Family-SCOUT was implemented to finally achieve a more rapid reduction of psychosocial burden for all family members, a quicker return to everyday life, and to support children to sooner resume their own development. In this study, parental burden was defined as a proxy indicator of family burden. This is mainly because it is impossible to objectively survey young children’s distress. Data on the quality of life of children over the age of 8 years were collected, however, and are currently being analyzed about their relationship to parental stress. In addition, a follow-up study to investigate the usefulness of the intervention retrospectively from the perspective of the participating children who are now older is being planned.

Conduction of this large family study with nearly 1500 participants, evaluation of the complex data structure as well as the implementation of the intervention family-SCOUT in a new region of our consortium during the study period were successful. As families with underage children and parental cancer inevitably reach their organizational limits rather quickly55 and become unable to organize support for themselves, the outreach study and intervention design led to sufficient recruitment and use of family-SCOUT. Hereby, the initiating support from the CIOABCD oncology care team including outreach partners seems to be of key importance.29 Compared with other studies in this field, our study design is of improved quality due to the CG and its quasi-experimental approach.29

As the study was not formally randomized and not blinded, the families knew from inclusion whether they would receive support or standard of care. Families with higher levels of parental stress and more severe illnesses were thus more likely to be found in the IG. The high mortality rate of SP in the IG (22.6% within 12 months after T0) suggests a higher prevalence of terminally ill patients in IG than in CG (9.2% died within 12 months). Higher HADS values at baseline in the IG seem to reflect this difference.

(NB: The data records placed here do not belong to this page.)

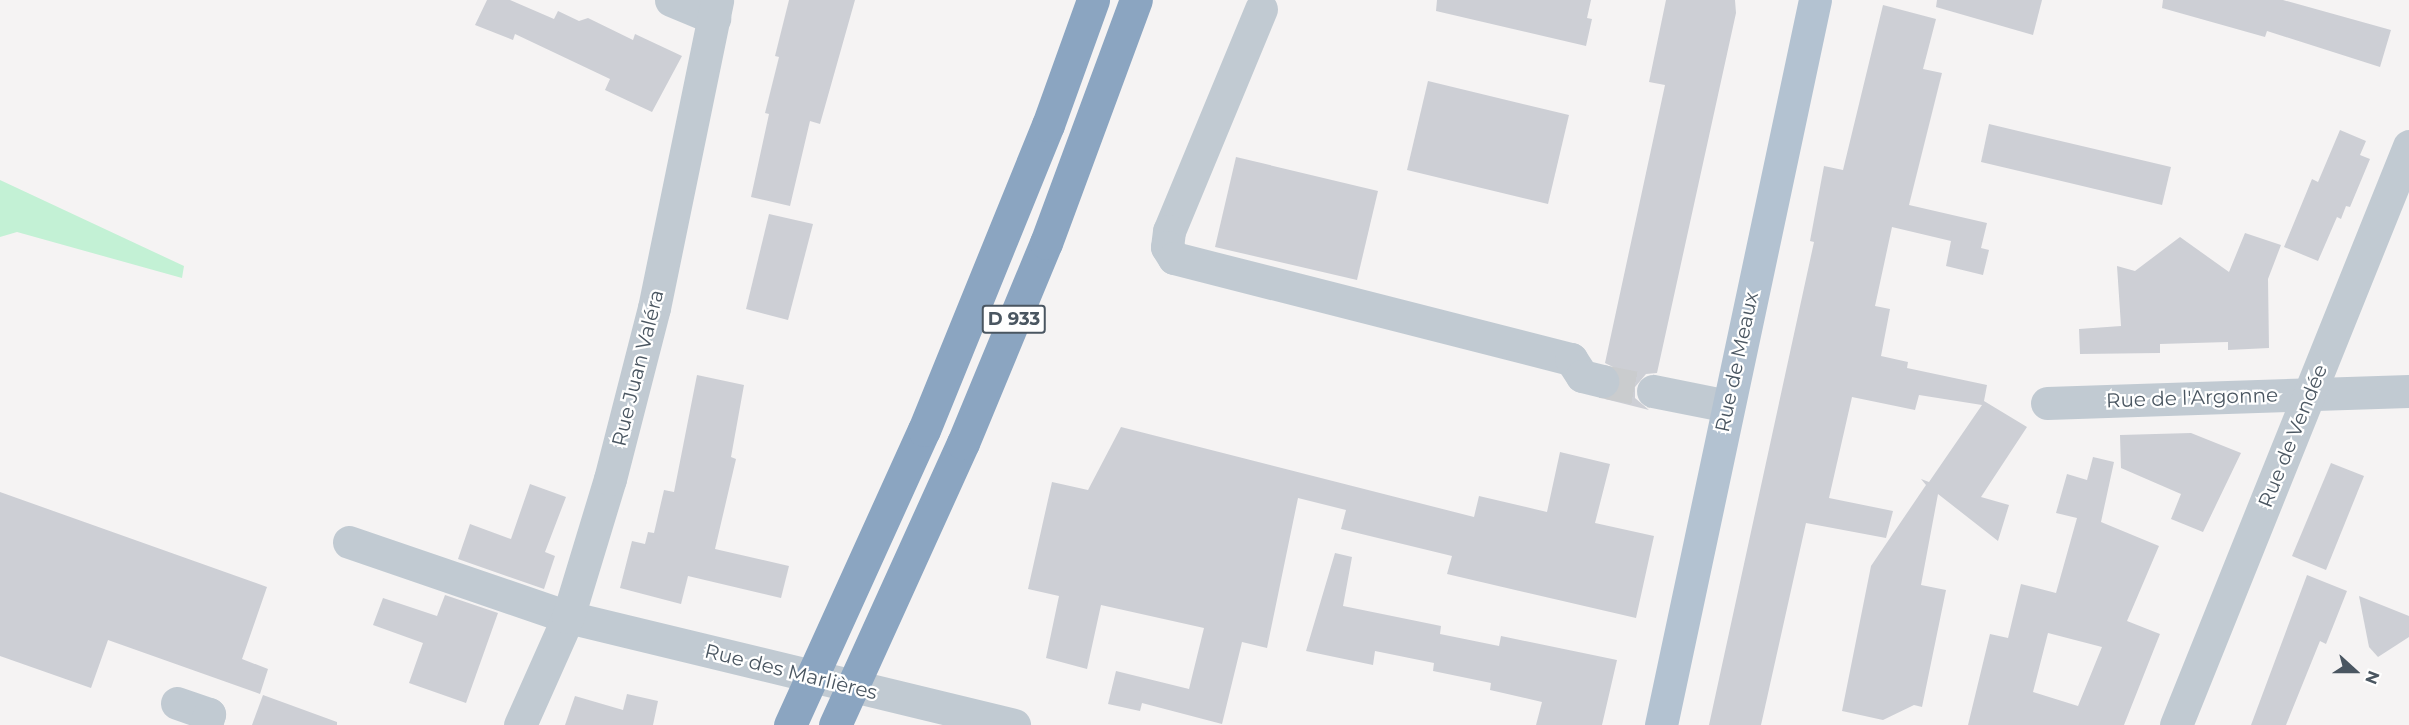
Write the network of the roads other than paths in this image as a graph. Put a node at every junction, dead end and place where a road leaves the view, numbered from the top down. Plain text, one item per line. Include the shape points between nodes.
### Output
1 (671, 0) edge
2 (1093, 0) edge
3 (1136, 0) edge
4 (1815, 0) edge
5 (715, 9) edge
6 (1261, 9) dead end
7 (2409, 146) edge
8 (1602, 381) tunnel mouth
9 (1653, 391) tunnel mouth
10 (2409, 391) edge
11 (2310, 394) junction
12 (2047, 403) dead end
13 (1728, 406) junction
14 (349, 542) dead end
15 (568, 617) junction
16 (177, 703) dead end
17 (927, 716) edge
18 (206, 725) edge
19 (520, 725) edge
20 (790, 725) edge
21 (835, 725) edge
22 (1014, 725) edge
23 (1661, 725) edge
24 (2176, 725) edge

1 - 5 street
2 - 20 highway, D 933 via 1007,228 840,622
3 - 21 highway, D 933 via 1046,243
4 - 13 main road, Rue de Meaux
5 - 15 street, Rue Juan Valéra via 654,308 610,479
6 - 8 street via 1169,231 1167,247 1174,258 1571,359 1582,376
7 - 11 street, Rue de Vendée
9 - 13 street
10 - 11 street, Rue de l'Argonne
11 - 12 street, Rue de l'Argonne
11 - 24 street, Rue de Vendée
13 - 23 main road, Rue de Meaux
14 - 15 street, Rue des Marlières
15 - 17 street, Rue des Marlières
15 - 19 street, Rue Juan Valéra
16 - 18 street via 209,714
17 - 22 street, Rue des Marlières

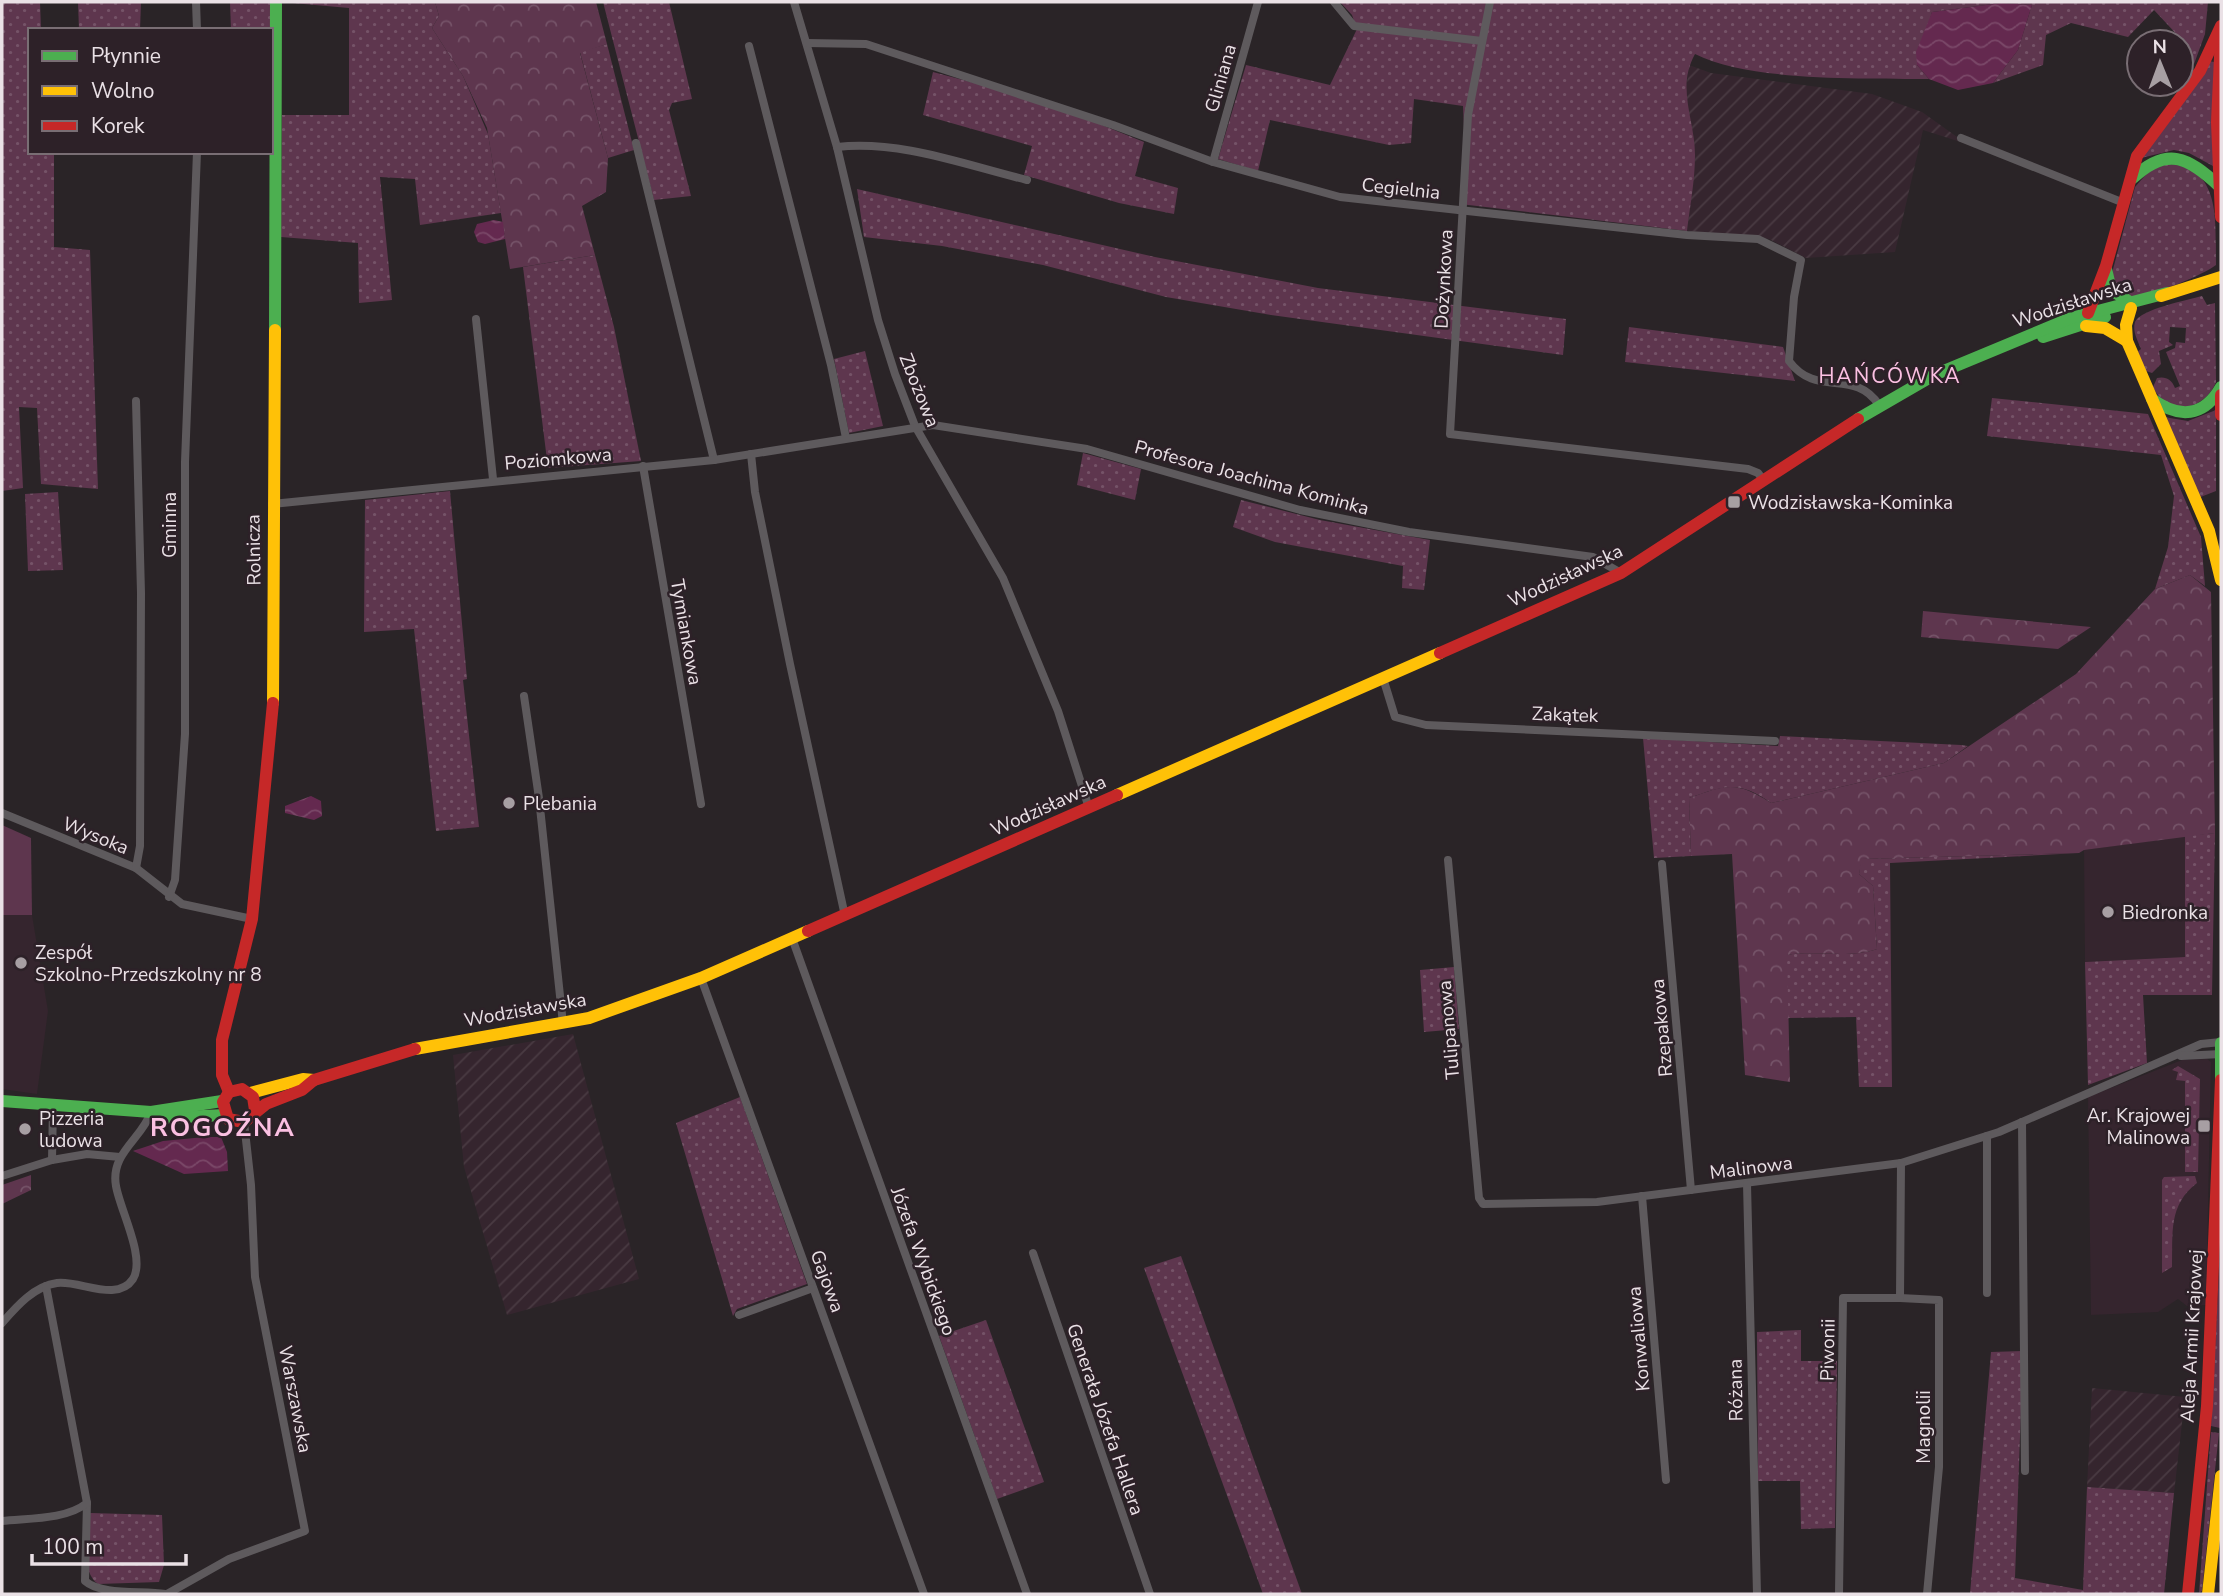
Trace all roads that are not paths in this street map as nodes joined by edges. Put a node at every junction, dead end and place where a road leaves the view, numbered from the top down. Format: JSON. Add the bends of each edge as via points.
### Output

The motivation of the families to participate and the recruitment or selection of the families by the project managers from different sites could have differed between the two study arms. Furthermore, there are indications that the pre-selection of the referrers was also different at the three sites. Accordingly, a selection bias between the two groups with different baseline variables cannot be excluded. Further important limitations are biases caused by unknown or not documented confounders, missing values, dropouts, and deaths (more frequently in IG).

Conclusions

Care and case management for families with parental cancer and underage children such as family-SCOUT is feasible, can be implemented in an outreach setting centered by a comprehensive cancer center network such as CIOABCD, and is significantly associated with a meaningful reduction of psychosocial distress at the parent level. Follow-up studies of the family-SCOUT cohort are planned to evaluate the long-term effects of the intervention on both the parental and children’s levels.

Acknowledgments

Funding

This work was supported by the German Innovation Fund of the Federal Joint Committee [grant number 01NVF17043]. The CIOABCD network is supported through a grant by the German Cancer Aid Foundation, DKH [grant numbers 70113470, 70114996].

Disclosure

The authors have declared no conflicts of interest.